A method to quantify invariant information in depth-recorded epileptic seizures.

In the field of epilepsy, the analysis of stereoelectroencephalographic (SEEG) signals recorded with depth electrodes provides major information on interactions between brain structures during seizures. A methodology of comparing SEEG seizure recordings is applied in 4 patients suffering from temporal lobe epilepsy. It proceeds in 3 steps: (i) segmentation of SEEG signals, (ii) characterization and labeling of segments and (iii) comparison of observations coded as sequences of symbol vectors. The third step is based on a vectorial extension of Wagner and Fischer's algorithm to first, quantify similarities between observations and second, extract invariant information, referred to as spatio-temporal signatures. These are automatically extracted by the algorithm without the need to make a priori assumptions on the 'patterns' to be searched for.
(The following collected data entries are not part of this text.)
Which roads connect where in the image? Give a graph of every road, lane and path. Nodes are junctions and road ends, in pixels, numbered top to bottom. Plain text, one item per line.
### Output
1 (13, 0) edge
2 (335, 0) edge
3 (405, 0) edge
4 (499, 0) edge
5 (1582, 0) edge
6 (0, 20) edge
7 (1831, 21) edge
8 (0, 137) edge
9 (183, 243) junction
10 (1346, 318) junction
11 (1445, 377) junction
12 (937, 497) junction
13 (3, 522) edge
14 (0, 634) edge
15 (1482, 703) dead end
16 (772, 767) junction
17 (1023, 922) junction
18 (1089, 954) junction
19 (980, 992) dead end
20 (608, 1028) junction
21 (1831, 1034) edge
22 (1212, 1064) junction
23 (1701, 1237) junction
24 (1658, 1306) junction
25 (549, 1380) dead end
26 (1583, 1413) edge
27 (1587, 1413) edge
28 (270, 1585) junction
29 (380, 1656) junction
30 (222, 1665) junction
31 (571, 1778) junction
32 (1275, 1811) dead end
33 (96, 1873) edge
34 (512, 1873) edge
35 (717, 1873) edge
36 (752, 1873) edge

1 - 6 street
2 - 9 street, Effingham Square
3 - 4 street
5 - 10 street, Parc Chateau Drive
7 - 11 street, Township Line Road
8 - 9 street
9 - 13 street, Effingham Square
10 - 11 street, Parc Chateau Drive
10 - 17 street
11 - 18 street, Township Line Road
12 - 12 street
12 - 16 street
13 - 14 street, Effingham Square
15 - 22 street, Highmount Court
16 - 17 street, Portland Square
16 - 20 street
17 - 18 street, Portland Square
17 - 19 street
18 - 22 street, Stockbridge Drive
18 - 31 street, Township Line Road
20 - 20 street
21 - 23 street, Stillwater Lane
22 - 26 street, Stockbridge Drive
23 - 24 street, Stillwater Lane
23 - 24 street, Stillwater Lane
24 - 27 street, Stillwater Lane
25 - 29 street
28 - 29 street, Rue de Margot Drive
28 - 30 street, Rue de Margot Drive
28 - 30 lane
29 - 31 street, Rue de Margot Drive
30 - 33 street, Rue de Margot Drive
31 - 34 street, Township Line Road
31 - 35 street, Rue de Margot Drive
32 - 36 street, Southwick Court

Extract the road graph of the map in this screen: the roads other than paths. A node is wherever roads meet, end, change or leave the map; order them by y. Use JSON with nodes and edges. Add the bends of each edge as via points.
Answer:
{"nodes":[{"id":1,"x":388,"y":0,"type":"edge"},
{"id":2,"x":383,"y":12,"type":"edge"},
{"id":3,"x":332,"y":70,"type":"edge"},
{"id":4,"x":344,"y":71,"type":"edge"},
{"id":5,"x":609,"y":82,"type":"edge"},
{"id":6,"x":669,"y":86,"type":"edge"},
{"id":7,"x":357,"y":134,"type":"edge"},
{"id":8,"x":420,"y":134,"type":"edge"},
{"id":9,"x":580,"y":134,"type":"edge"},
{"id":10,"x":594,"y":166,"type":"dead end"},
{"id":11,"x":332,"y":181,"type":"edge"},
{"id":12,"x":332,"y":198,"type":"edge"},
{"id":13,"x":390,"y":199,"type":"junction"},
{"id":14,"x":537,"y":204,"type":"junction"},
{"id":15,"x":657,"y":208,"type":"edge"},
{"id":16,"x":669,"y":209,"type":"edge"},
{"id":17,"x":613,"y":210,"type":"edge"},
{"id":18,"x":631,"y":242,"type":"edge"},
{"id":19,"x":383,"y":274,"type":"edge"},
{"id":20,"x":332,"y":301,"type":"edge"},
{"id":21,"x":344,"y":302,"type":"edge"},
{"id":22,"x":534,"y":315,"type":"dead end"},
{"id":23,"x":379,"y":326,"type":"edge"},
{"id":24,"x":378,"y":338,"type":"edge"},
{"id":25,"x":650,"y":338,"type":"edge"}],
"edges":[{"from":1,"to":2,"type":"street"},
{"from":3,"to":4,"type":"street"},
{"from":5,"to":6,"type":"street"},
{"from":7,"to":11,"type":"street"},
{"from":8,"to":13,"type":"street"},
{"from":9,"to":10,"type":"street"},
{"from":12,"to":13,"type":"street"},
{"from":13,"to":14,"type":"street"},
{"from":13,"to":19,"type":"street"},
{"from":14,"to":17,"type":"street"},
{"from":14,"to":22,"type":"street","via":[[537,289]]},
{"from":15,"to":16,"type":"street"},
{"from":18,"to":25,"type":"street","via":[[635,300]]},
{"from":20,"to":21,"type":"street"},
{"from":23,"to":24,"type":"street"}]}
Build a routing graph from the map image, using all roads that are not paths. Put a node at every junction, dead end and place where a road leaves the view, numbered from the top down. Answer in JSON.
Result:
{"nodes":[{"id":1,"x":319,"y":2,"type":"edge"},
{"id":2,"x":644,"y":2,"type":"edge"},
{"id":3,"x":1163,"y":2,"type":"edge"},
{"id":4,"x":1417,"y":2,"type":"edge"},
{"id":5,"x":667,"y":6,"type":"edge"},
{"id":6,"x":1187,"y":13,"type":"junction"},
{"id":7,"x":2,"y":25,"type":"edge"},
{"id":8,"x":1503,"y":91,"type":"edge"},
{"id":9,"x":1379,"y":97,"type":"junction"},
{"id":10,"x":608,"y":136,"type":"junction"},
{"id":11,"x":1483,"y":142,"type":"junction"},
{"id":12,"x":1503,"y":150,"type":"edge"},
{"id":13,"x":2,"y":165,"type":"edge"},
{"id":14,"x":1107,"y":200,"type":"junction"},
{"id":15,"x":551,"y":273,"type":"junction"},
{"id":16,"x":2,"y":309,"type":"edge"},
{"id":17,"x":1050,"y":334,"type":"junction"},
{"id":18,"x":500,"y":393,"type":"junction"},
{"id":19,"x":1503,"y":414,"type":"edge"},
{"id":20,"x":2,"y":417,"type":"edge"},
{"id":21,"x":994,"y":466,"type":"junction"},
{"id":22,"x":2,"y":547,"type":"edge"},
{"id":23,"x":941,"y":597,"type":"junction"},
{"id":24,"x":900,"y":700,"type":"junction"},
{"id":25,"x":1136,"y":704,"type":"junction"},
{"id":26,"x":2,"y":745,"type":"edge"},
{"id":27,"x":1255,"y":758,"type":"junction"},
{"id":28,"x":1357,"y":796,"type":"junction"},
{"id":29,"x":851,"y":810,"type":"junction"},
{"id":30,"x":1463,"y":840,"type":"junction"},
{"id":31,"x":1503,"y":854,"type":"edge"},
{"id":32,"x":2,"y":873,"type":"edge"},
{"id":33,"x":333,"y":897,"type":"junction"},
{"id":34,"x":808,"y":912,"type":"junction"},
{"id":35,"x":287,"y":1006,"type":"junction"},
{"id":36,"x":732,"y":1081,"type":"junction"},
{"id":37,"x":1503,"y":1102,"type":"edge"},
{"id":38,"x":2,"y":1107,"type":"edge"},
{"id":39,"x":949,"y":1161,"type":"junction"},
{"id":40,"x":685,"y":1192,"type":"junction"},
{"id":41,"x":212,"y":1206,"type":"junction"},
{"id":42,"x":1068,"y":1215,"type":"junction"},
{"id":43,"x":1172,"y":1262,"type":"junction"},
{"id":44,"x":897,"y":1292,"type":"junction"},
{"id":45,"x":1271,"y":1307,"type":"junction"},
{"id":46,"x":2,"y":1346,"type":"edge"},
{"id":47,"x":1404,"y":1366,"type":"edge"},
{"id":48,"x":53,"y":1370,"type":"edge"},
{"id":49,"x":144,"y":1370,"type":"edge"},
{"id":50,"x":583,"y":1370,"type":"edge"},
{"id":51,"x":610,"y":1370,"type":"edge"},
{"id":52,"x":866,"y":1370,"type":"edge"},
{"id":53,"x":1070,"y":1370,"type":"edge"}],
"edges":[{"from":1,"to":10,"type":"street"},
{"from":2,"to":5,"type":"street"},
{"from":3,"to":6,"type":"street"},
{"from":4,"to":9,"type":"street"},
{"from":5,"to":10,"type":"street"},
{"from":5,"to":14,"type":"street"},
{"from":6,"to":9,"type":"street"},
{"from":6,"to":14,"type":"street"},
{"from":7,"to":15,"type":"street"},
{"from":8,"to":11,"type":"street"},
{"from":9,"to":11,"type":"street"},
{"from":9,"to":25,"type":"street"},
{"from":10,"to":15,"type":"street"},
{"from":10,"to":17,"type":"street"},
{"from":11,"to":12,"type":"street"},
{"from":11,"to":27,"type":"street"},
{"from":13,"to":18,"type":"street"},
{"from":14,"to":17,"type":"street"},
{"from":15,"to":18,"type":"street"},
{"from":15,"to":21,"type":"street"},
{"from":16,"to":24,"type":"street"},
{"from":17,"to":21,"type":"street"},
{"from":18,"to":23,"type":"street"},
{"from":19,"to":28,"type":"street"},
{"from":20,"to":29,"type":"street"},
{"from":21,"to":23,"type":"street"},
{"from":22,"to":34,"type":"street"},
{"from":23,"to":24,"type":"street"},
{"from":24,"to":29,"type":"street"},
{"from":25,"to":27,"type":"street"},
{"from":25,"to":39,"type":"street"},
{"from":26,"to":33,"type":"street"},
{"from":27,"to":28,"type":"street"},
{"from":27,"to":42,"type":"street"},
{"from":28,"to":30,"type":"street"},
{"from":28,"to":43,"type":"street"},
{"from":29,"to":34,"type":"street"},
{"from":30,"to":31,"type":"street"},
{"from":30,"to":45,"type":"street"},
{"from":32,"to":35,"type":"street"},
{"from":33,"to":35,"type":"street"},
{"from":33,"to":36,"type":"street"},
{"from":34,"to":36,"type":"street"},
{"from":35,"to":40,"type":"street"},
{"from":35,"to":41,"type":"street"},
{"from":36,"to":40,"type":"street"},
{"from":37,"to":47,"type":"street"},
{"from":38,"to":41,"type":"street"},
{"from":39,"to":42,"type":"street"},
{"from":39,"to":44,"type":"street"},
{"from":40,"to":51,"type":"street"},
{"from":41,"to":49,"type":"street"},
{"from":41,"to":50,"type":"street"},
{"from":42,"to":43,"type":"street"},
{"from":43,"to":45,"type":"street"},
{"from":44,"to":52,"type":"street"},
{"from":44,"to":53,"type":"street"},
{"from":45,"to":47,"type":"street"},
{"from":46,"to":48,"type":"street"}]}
Theoretical results show that two observations of non-equal duration can be matched by deforming the first one (using insertion/deletion operations on vectors) to optimally fit the second, under a minimal cost constraint. Clinical results show that the study brings objective results on reproducible mechanisms occurring during seizures: for a given patient, quantified descriptions of seizure periods are compared and similar ictal patterns, or signatures, are extracted from SEEG signals. Some of these signatures (particularly those containing spikes, spike-and-waves, slow waves and rapid discharges) are relevant: they seem to reflect reproducible propagation schemes whose analysis may help in the understanding of epileptogenic networks.